*** Opening GIVEN ENTRIES ***

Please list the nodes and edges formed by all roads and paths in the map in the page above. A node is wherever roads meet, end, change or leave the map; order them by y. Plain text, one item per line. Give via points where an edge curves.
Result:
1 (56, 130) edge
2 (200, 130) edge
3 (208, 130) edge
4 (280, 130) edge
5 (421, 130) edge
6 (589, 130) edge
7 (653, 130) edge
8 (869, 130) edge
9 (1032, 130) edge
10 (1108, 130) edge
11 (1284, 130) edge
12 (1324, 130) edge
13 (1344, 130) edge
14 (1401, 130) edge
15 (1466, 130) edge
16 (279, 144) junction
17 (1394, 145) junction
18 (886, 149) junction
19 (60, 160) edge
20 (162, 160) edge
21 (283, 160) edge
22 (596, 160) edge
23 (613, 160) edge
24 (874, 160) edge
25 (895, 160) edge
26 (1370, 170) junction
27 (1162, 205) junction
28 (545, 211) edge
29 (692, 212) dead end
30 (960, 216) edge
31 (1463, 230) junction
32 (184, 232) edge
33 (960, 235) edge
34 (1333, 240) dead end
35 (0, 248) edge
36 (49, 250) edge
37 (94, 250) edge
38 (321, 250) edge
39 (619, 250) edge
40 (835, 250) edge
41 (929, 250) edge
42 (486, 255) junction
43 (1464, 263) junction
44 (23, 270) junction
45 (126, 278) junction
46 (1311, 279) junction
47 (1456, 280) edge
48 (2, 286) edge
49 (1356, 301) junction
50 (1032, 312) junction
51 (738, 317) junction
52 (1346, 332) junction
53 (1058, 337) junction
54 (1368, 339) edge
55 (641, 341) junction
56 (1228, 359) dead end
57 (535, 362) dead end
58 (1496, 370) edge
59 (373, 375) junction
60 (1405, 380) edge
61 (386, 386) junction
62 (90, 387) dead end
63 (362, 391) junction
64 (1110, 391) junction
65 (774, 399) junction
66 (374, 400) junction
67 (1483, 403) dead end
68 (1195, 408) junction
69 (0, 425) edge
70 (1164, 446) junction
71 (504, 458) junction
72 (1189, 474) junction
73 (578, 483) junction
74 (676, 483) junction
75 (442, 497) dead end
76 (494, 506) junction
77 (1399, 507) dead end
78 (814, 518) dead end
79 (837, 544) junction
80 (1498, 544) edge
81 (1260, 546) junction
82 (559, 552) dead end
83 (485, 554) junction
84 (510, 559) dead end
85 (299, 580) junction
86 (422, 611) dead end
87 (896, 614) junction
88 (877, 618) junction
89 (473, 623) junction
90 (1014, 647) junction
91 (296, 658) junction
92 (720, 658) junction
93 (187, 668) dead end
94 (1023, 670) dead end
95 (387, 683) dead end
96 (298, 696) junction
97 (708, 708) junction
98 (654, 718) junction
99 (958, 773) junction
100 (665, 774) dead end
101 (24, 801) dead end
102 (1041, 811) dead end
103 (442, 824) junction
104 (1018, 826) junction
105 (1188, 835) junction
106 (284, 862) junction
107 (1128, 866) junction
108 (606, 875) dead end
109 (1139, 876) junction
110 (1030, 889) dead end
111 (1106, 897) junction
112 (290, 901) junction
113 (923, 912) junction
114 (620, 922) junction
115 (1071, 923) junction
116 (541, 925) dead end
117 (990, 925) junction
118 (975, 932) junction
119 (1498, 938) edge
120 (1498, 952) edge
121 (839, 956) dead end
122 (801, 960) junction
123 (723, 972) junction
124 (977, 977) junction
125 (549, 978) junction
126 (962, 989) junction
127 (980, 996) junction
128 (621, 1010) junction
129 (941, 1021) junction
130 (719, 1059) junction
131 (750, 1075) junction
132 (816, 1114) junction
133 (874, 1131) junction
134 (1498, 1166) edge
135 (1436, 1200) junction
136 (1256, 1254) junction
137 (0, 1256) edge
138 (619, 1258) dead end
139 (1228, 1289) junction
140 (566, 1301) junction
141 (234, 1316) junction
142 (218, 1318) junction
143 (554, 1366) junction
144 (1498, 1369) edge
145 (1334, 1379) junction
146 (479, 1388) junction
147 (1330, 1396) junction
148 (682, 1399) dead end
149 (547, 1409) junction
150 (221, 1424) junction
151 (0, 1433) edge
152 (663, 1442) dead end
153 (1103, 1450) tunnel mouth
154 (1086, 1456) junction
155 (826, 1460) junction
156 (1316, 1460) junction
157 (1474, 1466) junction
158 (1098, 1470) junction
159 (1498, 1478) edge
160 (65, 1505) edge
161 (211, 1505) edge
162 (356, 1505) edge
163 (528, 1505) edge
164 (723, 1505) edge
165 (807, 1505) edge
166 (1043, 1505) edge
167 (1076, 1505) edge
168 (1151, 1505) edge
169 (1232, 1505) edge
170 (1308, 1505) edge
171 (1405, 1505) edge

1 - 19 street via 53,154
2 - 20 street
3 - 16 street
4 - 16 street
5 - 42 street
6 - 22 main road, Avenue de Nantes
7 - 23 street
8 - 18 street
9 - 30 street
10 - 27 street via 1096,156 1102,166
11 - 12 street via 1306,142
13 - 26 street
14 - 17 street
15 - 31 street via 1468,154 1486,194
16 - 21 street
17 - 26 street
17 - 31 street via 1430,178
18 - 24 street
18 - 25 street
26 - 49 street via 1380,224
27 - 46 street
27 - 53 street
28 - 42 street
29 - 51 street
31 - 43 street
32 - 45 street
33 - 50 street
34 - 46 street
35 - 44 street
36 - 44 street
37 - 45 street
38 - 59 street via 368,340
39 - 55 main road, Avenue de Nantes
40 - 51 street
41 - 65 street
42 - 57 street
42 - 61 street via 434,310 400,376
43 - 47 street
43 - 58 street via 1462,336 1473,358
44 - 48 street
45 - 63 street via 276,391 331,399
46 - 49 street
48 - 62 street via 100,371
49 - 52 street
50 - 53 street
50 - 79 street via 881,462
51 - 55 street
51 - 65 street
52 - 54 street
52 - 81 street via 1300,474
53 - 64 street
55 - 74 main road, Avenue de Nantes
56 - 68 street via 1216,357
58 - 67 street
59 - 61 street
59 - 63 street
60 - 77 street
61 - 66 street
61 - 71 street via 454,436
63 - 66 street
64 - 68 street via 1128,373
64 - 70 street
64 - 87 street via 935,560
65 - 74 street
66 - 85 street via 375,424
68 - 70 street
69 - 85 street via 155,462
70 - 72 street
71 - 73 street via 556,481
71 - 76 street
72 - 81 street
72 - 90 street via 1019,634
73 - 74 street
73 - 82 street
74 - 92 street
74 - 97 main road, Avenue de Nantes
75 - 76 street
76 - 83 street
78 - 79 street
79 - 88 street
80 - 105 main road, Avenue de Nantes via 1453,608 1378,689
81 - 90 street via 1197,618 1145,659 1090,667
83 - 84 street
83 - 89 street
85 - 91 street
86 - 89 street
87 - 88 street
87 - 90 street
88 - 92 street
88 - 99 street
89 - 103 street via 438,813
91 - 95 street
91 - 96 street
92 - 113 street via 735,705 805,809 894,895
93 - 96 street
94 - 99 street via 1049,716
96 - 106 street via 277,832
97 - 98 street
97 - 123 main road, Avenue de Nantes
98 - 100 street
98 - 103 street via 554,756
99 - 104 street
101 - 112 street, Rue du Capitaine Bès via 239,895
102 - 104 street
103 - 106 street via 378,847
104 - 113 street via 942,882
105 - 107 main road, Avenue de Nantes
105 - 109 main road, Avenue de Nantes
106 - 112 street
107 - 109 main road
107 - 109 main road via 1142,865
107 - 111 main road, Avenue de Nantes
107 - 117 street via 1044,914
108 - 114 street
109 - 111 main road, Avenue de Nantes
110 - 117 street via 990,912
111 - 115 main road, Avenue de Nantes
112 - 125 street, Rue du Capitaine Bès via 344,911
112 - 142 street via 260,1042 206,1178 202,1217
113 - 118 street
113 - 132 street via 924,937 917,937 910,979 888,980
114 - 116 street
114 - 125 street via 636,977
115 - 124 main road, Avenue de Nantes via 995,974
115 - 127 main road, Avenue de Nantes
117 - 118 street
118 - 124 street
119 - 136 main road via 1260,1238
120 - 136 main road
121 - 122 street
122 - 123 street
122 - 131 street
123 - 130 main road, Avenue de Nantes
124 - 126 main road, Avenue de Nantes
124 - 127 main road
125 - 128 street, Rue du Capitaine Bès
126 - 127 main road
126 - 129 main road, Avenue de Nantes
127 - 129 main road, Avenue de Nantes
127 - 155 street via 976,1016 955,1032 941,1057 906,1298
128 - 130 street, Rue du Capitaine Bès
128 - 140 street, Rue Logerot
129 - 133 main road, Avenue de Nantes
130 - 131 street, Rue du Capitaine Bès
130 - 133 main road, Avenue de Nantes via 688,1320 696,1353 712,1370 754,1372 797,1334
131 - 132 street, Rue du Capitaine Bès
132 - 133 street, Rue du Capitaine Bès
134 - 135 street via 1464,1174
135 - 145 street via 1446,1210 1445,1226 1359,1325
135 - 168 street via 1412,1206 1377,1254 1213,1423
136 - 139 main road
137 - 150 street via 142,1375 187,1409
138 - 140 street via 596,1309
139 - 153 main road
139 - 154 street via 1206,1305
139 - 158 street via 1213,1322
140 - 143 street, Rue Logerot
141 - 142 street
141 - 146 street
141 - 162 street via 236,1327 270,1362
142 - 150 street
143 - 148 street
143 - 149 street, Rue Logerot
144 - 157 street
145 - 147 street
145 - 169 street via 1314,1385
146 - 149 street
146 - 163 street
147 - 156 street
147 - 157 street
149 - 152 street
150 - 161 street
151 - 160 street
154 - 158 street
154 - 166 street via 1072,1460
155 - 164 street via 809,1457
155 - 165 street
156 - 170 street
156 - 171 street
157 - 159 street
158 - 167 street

*** Closing GIVEN ENTRIES ***

— WORK ITEM —
Which of the lines above hold the word "Capitaine"? Copy each one.

— ANSWER FOR THIS EXERCISE —
101 - 112 street, Rue du Capitaine Bès via 239,895
112 - 125 street, Rue du Capitaine Bès via 344,911
125 - 128 street, Rue du Capitaine Bès
128 - 130 street, Rue du Capitaine Bès
130 - 131 street, Rue du Capitaine Bès
131 - 132 street, Rue du Capitaine Bès
132 - 133 street, Rue du Capitaine Bès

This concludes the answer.